• ASSIGNED TASK:
Read through the records. Copy each line that has the word "Garfield".

Excerpts from a dataset
· · · ·
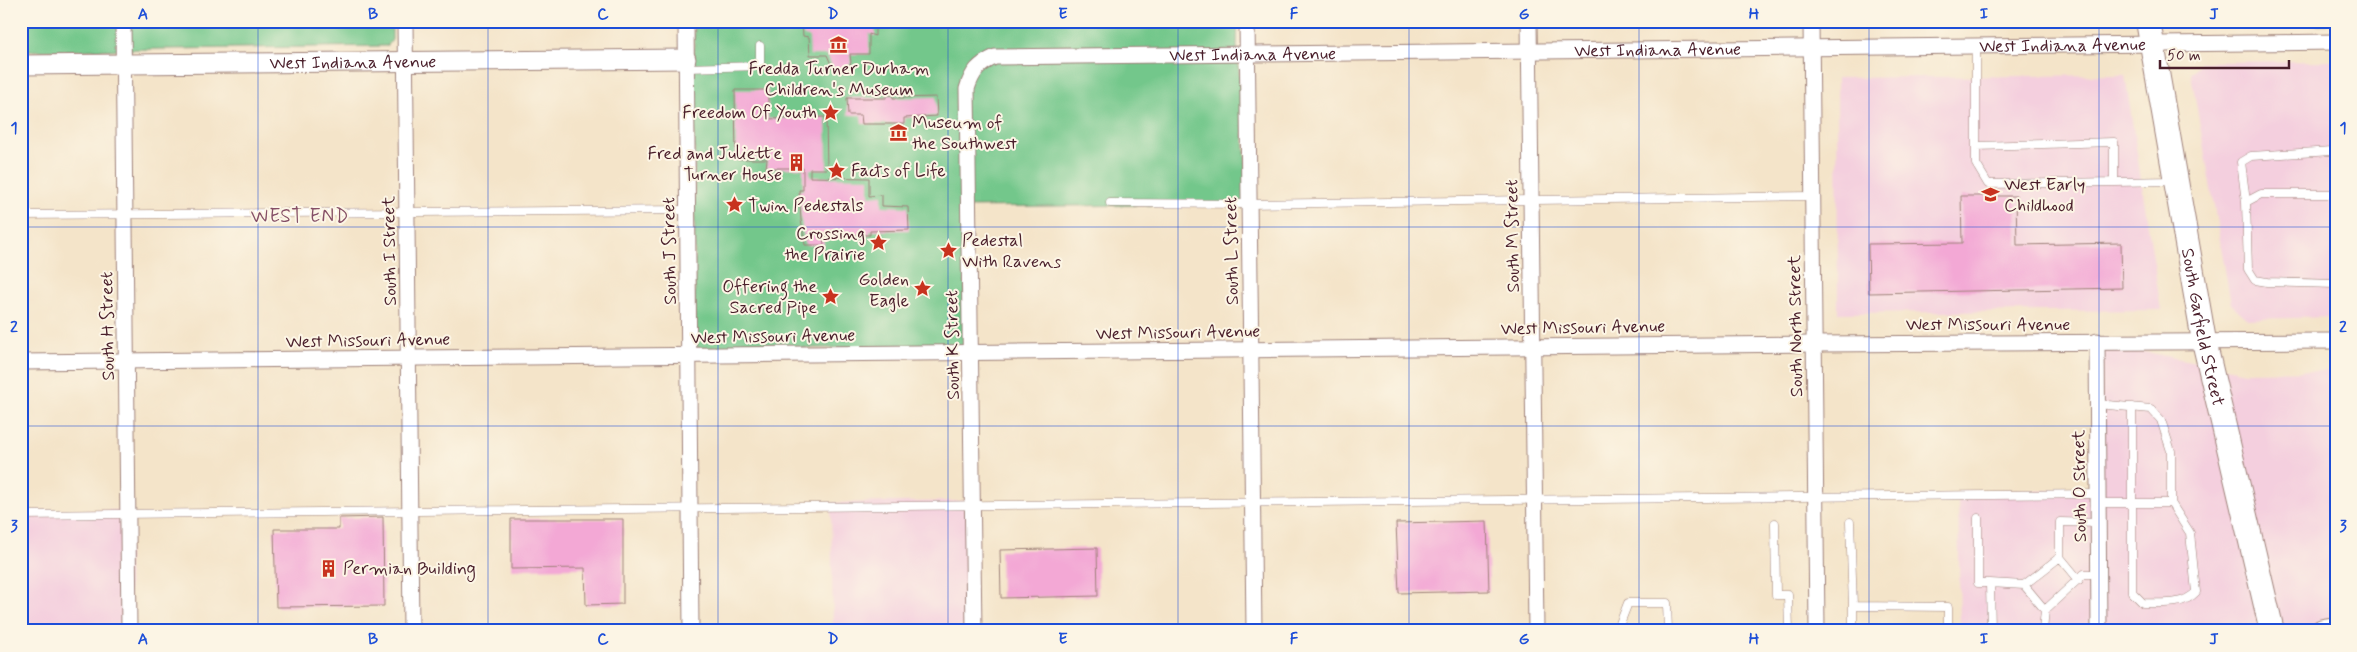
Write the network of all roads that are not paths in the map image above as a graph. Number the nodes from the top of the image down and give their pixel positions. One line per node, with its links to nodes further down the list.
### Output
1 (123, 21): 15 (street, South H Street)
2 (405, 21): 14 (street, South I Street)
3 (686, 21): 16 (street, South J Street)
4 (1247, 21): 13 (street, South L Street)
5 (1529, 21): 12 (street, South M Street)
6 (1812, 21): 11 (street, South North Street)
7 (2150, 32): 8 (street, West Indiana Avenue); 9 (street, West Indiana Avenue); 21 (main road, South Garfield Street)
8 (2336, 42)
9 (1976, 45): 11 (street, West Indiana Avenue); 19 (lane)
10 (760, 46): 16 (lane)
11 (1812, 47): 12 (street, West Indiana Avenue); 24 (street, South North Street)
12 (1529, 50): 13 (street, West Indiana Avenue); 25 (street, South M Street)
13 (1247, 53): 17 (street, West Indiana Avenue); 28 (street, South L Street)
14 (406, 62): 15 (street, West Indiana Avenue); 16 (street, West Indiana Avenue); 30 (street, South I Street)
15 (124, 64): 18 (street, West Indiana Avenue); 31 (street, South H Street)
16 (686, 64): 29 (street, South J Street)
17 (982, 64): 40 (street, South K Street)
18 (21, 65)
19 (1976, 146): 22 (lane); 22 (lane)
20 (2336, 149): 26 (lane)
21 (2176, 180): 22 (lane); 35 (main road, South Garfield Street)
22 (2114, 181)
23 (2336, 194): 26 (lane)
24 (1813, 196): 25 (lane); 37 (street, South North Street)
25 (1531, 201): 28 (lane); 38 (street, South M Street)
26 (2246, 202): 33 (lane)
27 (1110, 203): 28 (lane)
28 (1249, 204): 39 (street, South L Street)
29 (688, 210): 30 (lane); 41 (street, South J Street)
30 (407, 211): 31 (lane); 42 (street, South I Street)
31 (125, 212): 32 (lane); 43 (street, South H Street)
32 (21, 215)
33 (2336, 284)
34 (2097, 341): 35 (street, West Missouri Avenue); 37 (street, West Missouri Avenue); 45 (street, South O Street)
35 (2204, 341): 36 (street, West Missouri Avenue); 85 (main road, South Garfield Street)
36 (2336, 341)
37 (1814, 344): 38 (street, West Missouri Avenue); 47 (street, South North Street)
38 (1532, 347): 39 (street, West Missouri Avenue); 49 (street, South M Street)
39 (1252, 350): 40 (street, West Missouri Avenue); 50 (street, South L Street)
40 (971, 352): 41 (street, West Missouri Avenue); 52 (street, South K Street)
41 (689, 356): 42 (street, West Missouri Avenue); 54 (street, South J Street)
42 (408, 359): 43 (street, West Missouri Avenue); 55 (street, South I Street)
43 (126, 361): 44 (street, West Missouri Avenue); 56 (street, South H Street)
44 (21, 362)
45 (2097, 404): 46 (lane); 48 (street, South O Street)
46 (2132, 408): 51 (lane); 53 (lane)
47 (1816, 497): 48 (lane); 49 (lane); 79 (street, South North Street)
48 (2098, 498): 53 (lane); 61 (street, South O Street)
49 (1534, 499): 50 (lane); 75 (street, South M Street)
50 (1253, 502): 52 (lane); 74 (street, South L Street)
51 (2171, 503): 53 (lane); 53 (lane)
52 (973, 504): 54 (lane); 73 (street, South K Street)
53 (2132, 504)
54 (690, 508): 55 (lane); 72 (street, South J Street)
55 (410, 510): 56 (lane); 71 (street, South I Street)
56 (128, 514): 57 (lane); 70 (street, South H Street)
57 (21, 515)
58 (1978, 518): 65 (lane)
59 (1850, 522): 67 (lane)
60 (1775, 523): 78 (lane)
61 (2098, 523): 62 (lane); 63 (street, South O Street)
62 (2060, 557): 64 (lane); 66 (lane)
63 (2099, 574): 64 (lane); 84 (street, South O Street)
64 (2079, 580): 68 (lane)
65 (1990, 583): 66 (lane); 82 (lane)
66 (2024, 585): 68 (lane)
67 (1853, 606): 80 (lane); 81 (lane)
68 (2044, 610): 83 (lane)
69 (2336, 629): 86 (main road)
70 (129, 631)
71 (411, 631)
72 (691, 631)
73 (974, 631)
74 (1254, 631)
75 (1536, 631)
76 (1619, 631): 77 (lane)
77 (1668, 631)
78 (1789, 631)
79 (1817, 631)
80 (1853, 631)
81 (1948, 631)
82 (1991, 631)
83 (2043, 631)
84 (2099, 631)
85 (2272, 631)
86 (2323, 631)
· · · ·
• TASK SOLUTION:
7 (2150, 32): 8 (street, West Indiana Avenue); 9 (street, West Indiana Avenue); 21 (main road, South Garfield Street)
21 (2176, 180): 22 (lane); 35 (main road, South Garfield Street)
35 (2204, 341): 36 (street, West Missouri Avenue); 85 (main road, South Garfield Street)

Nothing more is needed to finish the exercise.